Topic: In real systems, LCS picks the SSTable with the *least* overlap to minimize per-compaction write amplification; this implementation picks the *most* — explore why and what the tradeoffs are

Date: 2026-05-29

Time: 12:37

LCS SSTable Selection: Most-Overlap vs. Least-Overlap

The Implementation's Choice

The critical line is at sstable-and-compaction/sstable.py:425-429:


# Pick SSTable with most overlap with next level
best = max(level_tables,
           key=lambda s: len(self._overlapping(s, next_level)))
overlapping_next = self._overlapping(best, next_level)
merge_set = [best] + overlapping_next

The _overlapping helper (line 392) finds all SSTables in a target level whose key range intersects with a given SSTable. The selection strategy then picks the L0 SSTable that touches the most L1 SSTables, and merges them all together.

How Production LCS Differs

In production systems like Cassandra or RocksDB, leveled compaction picks the SSTable with the least overlap with the next level. The reasoning is straightforward: each compaction must read *and rewrite* every overlapping SSTable in the target level. If an SSTable in L0 overlaps with 2 SSTables in L1, you rewrite 3 files. If it overlaps with 8, you rewrite 9. Picking the least overlap minimizes the bytes rewritten per compaction — the classic write amplification metric.

Why This Implementation Inverts the Choice

This is a pedagogical simplification that prioritizes a different goal: convergence speed toward a clean level structure. Here's the reasoning:

1. Maximizing cleanup per compaction round. By picking the SSTable with the most overlap, a single runcompaction() call resolves the largest cluster of key-range conflicts between levels. The test at sstable-and-compaction/testsstable.py:108-121 creates just 3 L0 SSTables and expects one compaction call to promote them to L1. With a least-overlap strategy, you might need multiple rounds to clear L0 — each round surgically merging a small sliver.

2. The teaching context doesn't have background compaction. Production LSM engines run compaction continuously in background threads, so "many small compactions" is fine — each one is cheap. This implementation runs compaction as an explicit runcompaction() call (observable in both testsstable.py:47 for size-tiered and line 108 for leveled). When compaction is a discrete, user-triggered event rather than a continuous process, doing more work per invocation is pragmatic.

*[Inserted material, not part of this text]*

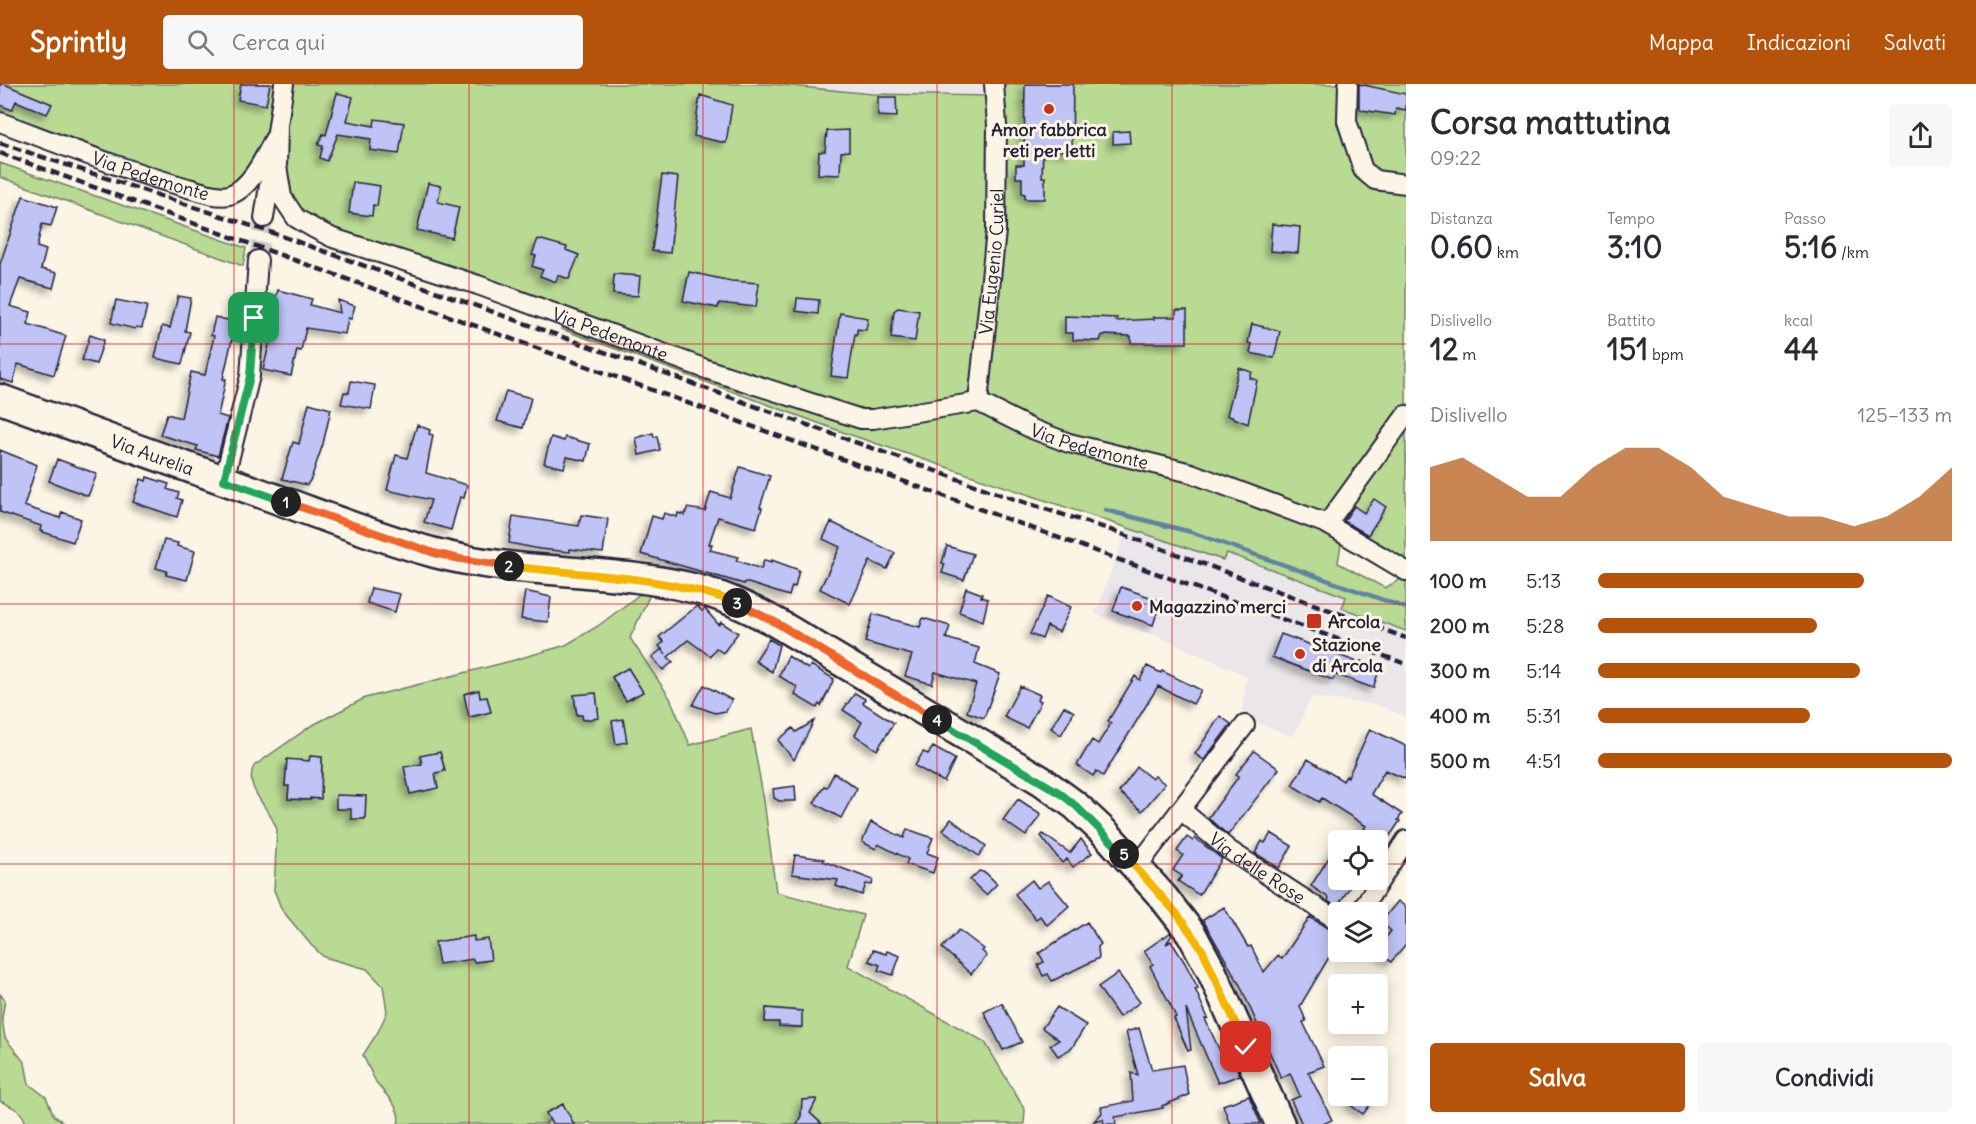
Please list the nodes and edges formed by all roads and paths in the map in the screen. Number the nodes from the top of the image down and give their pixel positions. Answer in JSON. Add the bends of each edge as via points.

3. No sustained write load to amortize over. Write amplification matters when you're compacting while new writes keep arriving. In a test harness that writes a batch, compacts, then asserts, there's no concurrent write pressure making expensive compactions painful. The tradeoff that makes least-overlap essential in production (steady-state write throughput) simply doesn't apply here.

The Tradeoff Matrix

| Dimension | Most-overlap (this impl) | Least-overlap (production) |

|-----------|-------------------------|---------------------------|

| Bytes rewritten per compaction | High — touches many L1 SSTables | Low — surgical, minimal rewrite |

| Compaction rounds to clear L0 | Fewer — resolves large overlap clusters | More — chips away incrementally |

| Write amplification (steady state) | Worse — rewrites more data per trigger | Better — minimizes per-op cost |

| Read amplification after compaction | Same end state — levels are sorted | Same end state |

| Implementation complexity | Lower — greedy, one-shot | Higher — needs round-robin or scoring |

| Suitability for background compaction | Poor — long pauses, bursty I/O | Good — predictable, small I/O bursts |

The Deeper Point

The choice illuminates something important about compaction strategy design: the selection heuristic only matters under sustained write load with background compaction. In a batch-then-compact model (which is what this teaching implementation uses), the total bytes rewritten to reach a clean state is roughly the same regardless of selection order — you're merging the same data either way. The difference is whether you do it in one expensive pass or many cheap ones. Production systems care deeply about this because each pass competes with foreground writes for disk bandwidth. A teaching implementation doesn't have that constraint.